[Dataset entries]
──────

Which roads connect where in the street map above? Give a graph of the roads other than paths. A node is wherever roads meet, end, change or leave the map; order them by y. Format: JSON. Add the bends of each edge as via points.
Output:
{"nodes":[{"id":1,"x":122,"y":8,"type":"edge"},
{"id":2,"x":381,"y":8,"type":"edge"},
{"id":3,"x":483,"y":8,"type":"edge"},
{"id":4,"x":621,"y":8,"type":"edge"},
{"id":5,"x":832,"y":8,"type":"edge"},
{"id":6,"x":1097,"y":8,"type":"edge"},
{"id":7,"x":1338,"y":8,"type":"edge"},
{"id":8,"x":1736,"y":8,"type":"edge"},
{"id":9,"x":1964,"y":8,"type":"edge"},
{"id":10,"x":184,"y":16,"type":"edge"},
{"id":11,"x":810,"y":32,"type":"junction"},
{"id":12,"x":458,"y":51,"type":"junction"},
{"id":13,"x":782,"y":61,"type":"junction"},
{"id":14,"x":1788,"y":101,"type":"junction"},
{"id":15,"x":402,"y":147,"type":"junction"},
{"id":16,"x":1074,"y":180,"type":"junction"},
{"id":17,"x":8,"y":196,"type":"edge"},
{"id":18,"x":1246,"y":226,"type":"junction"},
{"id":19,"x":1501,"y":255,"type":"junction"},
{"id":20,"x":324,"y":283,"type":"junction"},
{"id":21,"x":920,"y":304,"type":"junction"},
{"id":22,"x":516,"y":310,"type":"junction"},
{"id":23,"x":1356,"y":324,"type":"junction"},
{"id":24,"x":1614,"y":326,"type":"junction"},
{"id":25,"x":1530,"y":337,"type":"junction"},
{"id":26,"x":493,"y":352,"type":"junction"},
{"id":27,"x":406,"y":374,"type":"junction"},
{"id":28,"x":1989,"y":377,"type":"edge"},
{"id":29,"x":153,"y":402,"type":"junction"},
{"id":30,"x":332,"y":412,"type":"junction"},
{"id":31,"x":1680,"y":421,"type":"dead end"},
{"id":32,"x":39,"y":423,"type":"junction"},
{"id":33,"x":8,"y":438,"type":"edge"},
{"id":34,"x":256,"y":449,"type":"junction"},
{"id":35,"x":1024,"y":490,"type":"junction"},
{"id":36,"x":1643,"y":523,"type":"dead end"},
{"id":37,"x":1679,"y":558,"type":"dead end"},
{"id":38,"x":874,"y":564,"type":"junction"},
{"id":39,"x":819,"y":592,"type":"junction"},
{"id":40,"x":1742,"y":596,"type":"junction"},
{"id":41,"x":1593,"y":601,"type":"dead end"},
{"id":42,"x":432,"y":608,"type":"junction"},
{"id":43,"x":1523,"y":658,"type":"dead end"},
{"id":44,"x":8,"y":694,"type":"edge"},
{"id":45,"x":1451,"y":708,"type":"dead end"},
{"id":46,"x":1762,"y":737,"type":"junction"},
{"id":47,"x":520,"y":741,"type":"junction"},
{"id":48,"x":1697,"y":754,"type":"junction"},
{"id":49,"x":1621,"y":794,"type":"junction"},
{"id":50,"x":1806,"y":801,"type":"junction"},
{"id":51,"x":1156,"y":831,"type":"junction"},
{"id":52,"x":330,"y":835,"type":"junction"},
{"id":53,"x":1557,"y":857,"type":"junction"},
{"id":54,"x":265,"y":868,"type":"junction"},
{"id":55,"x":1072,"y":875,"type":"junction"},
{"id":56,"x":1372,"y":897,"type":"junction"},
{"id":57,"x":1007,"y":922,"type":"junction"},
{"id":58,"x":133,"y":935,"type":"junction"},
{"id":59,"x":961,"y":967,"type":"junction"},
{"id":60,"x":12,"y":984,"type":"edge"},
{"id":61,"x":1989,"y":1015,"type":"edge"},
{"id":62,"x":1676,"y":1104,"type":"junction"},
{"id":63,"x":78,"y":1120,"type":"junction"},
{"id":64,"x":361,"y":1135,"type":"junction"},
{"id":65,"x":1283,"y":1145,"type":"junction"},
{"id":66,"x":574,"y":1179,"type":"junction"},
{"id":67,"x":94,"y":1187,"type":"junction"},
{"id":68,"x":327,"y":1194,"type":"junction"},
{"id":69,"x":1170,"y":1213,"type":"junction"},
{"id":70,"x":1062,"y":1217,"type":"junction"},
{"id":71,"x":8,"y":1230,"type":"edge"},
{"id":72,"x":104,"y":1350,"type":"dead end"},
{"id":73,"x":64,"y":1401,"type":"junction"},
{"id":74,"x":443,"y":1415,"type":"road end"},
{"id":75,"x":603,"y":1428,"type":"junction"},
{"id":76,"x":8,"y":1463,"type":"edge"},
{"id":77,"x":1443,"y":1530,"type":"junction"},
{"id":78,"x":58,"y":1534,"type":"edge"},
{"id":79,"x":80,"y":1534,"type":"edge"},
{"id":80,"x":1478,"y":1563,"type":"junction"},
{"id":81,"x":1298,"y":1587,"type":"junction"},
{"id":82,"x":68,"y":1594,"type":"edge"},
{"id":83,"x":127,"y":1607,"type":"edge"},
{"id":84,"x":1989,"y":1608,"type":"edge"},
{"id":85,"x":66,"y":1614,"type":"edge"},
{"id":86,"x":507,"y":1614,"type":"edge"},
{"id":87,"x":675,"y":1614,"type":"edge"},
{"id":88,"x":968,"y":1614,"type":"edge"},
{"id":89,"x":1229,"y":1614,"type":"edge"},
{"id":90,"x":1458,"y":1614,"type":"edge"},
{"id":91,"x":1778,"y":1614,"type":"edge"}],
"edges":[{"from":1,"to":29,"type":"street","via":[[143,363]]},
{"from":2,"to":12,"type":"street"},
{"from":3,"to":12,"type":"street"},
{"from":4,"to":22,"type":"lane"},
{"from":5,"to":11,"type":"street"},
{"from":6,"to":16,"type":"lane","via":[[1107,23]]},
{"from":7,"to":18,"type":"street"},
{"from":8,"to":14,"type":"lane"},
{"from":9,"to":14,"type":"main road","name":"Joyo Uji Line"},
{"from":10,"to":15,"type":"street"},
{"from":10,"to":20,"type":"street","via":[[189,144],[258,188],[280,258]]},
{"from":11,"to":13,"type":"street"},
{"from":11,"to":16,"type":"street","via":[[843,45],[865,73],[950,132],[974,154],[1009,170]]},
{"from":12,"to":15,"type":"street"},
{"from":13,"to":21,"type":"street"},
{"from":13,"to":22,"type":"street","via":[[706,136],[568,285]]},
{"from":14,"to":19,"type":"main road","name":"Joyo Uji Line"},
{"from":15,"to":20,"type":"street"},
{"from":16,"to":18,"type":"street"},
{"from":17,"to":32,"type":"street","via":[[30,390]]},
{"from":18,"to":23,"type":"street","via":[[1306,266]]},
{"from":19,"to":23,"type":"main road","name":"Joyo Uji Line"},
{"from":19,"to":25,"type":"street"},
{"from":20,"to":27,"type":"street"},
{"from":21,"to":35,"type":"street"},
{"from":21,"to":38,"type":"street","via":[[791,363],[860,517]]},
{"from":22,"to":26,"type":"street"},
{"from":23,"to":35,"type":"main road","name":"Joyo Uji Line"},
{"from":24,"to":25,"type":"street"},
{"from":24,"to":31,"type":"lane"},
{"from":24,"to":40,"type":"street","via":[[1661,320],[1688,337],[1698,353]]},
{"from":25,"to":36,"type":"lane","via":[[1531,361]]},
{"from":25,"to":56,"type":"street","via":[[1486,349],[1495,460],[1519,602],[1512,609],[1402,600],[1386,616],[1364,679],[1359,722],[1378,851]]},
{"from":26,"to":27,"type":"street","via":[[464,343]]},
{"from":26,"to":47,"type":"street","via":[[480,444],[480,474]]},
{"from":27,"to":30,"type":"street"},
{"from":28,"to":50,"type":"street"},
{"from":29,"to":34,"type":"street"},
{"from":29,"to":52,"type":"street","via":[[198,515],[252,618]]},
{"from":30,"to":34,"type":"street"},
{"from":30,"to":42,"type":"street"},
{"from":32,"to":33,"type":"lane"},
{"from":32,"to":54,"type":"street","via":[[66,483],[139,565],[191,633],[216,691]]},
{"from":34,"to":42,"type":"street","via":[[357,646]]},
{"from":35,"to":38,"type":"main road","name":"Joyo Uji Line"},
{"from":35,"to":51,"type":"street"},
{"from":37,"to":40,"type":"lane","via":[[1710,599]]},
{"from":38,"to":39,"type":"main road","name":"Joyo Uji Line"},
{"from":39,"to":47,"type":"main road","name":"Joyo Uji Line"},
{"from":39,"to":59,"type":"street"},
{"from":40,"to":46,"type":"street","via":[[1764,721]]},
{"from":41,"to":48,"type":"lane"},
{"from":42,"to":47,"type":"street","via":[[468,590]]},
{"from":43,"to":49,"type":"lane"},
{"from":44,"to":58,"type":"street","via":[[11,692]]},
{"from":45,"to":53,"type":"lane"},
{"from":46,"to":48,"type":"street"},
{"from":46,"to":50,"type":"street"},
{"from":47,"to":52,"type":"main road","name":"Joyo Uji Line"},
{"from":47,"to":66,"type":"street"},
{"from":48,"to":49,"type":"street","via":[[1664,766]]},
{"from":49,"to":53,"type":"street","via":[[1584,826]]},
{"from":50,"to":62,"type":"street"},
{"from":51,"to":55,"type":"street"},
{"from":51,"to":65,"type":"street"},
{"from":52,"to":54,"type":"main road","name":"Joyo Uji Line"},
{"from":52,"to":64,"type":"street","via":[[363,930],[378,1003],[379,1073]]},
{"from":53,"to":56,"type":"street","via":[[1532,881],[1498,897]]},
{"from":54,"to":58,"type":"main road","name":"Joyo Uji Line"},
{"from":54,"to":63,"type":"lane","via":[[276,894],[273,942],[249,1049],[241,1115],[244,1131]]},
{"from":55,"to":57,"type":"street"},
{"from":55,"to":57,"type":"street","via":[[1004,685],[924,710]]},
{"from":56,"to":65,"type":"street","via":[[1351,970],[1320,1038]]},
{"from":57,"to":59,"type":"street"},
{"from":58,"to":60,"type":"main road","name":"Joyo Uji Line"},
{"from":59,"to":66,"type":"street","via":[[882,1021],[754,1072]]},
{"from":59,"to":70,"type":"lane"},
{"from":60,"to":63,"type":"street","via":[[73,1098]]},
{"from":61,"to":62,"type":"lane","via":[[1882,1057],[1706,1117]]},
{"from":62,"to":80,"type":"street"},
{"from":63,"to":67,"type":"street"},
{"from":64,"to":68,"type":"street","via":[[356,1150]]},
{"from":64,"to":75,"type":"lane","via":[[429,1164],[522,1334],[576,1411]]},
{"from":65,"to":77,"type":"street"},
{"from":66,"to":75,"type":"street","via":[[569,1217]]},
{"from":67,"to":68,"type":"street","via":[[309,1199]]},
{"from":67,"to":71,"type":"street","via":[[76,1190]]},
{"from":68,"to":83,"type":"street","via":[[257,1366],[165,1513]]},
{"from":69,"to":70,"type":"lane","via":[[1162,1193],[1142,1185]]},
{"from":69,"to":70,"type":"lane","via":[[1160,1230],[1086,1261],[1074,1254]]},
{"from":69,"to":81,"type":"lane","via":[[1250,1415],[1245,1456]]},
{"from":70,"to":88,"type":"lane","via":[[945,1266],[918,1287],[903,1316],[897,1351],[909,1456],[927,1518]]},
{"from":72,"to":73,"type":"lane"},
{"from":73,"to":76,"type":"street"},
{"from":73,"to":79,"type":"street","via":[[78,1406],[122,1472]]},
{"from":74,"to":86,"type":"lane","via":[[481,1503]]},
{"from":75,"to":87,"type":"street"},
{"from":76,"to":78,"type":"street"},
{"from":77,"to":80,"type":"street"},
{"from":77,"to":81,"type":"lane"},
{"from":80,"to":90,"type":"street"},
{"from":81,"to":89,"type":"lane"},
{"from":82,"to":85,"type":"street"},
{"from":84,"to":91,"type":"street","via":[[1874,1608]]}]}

──────

* Task description *
If the string "Joyo" appears in a line of the entries, report the line.

* Solved exercise *
{"from":9,"to":14,"type":"main road","name":"Joyo Uji Line"},
{"from":14,"to":19,"type":"main road","name":"Joyo Uji Line"},
{"from":19,"to":23,"type":"main road","name":"Joyo Uji Line"},
{"from":23,"to":35,"type":"main road","name":"Joyo Uji Line"},
{"from":35,"to":38,"type":"main road","name":"Joyo Uji Line"},
{"from":38,"to":39,"type":"main road","name":"Joyo Uji Line"},
{"from":39,"to":47,"type":"main road","name":"Joyo Uji Line"},
{"from":47,"to":52,"type":"main road","name":"Joyo Uji Line"},
{"from":52,"to":54,"type":"main road","name":"Joyo Uji Line"},
{"from":54,"to":58,"type":"main road","name":"Joyo Uji Line"},
{"from":58,"to":60,"type":"main road","name":"Joyo Uji Line"},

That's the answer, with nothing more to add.